Maybe the bitterness from the liquorice and the tannins
does too good of a job of cleansing up, and form of jumps the gun a bit.
By no means the much less the fade continues to be very tasty, and brings out
a bit of the lime-features from the nostril.

Score

That is by far my favorite amongst these three new cask
energy Demeraras.
Far more tasty and way more nicely composed than the Diamond
and the Enmore.
No humorous stuff, only a nice, previous Port Mourant.

I’ve discovered the PM for something between €200 and €250, and
that’s rather a lot.

It’s nevertheless what these previous, single cask Demeraras value
lately.
I might nevertheless recommendation you to attempt before you purchase. Cask energy
rums usually are not an instantaneous love affair for everyone.
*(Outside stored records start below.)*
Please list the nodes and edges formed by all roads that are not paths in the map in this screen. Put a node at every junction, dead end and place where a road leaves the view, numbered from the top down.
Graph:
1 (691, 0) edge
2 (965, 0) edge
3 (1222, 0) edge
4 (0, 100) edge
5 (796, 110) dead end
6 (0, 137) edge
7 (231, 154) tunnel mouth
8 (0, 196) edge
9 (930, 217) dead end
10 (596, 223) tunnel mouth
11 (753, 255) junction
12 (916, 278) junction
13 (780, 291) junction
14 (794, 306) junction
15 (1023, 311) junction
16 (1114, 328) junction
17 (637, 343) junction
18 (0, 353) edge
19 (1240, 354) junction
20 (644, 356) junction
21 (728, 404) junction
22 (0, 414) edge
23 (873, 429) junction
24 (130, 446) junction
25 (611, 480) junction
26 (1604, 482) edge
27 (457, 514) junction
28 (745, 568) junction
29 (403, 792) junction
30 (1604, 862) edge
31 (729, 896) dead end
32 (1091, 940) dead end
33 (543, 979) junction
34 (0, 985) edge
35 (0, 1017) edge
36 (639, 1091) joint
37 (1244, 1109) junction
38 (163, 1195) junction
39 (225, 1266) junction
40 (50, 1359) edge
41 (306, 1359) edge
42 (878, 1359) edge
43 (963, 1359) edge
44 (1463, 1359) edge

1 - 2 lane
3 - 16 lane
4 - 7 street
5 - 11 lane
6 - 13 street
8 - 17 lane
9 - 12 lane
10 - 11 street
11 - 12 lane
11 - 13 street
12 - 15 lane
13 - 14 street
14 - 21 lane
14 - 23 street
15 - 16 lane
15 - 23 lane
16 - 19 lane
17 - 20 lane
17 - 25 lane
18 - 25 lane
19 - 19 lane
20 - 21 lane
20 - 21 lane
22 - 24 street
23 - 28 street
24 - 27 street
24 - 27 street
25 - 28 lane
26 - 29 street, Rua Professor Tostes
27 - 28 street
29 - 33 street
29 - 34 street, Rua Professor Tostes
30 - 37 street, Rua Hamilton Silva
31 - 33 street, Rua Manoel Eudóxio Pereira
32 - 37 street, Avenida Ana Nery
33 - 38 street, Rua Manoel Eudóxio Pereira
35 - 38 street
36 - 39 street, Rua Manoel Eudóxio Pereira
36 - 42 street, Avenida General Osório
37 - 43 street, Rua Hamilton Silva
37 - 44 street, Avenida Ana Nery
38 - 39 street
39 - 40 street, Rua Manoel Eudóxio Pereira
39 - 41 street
Some could want one of many
45-46% Demeraras from the Rum Nation previous – or every other bottler for that
matter.
If you’re a cask energy fanboy like me, you’ll take pleasure in
the Port Mourant very a lot.
The standard of this rum ought to be moderately apparent. I actually assume
it’s. However realizing how insane a cask energy Demerara could be, this Port
Mourant is maybe too light and too simple going.
And that’s the reason it received’t attain the highest of rum world. But it surely nonetheless leaves with a…

Score: 87/100

Ultimate Ideas

What an awesome expertise. As soon as once more Mr. Rossi has issued a
lot of rums, which makes you’re feeling that you’re making an attempt one thing new.
The unusual vodka-Diamond, the gin and Schweppes-Enmore and
the superior, however light, traditional Port Mourant.
Two bizarre cousins and a moderately stoic uncle.
A set of this unusual household will set you again round €520,
so most individuals will assume twice earlier than getting the total vary.
The cheaper Diamond and Enmore could lure some to provide them a
go with out having tried it first. However in my world the true gem is the way more
costly Port Mourant.

Even on the €200 mark it’s a nice rum. No query about
it.

Cask energy and smaller batch rums are getting extra and
extra common lately, and other people appear to be keen to half with massive
quantities of money for such bottlings, so the evolution of the Rum Nation line-up
may be very comprehensible.
I acknowledge the trouble from Mr. Rossi with these rums, and
I for one am not going to complain about extra cask energy rums. However I can’t
assist however surprise if that is actually the precise transfer for Rum Nation.
In my view Rum Nation is the king of 40-46% indie
bottlings. They churn out a big and diverse line up of rums from everywhere in the
old style origins, and so they do it very, very nicely.
The Port Mourant was stellar, however the different two weren’t up
to typical Rum Nation requirements. In my eyes at the least.
Lately I tackled the Supreme Lord VIII which was
improbable, and so they have nice success with excessive proof Caronis and a few
whites.
I don’t know. Maybe I’m simply not adjusting to vary that
nicely.
I’ll have to attend for additional releases earlier than drawing any
conclusions. For now I’m simply grateful that the world has extra small batch,
cask energy rums to select from.
Sustain the nice work, Mr. Rossi.
Diamond 2005: Score 78/100
Enmore 2002: Score 82/100
Port Mourant 1995: Score 87/100

Notes

2-3 years in the past, I bought the Velier Diamond 1996, Enmore 1995 and Port Mourant 1997 for
round that very same costs, because the three new Rum Nation rums prices. The rum world
has moved a really great distance since then and we’re seeing a very totally different
market now.

So, when you get a number of of the Rum Nation small batch
rums, and fall in love, my recommendation shall be to refill. As a result of as soon as they’re
gone, the subsequent comparable rum could also be much more costly.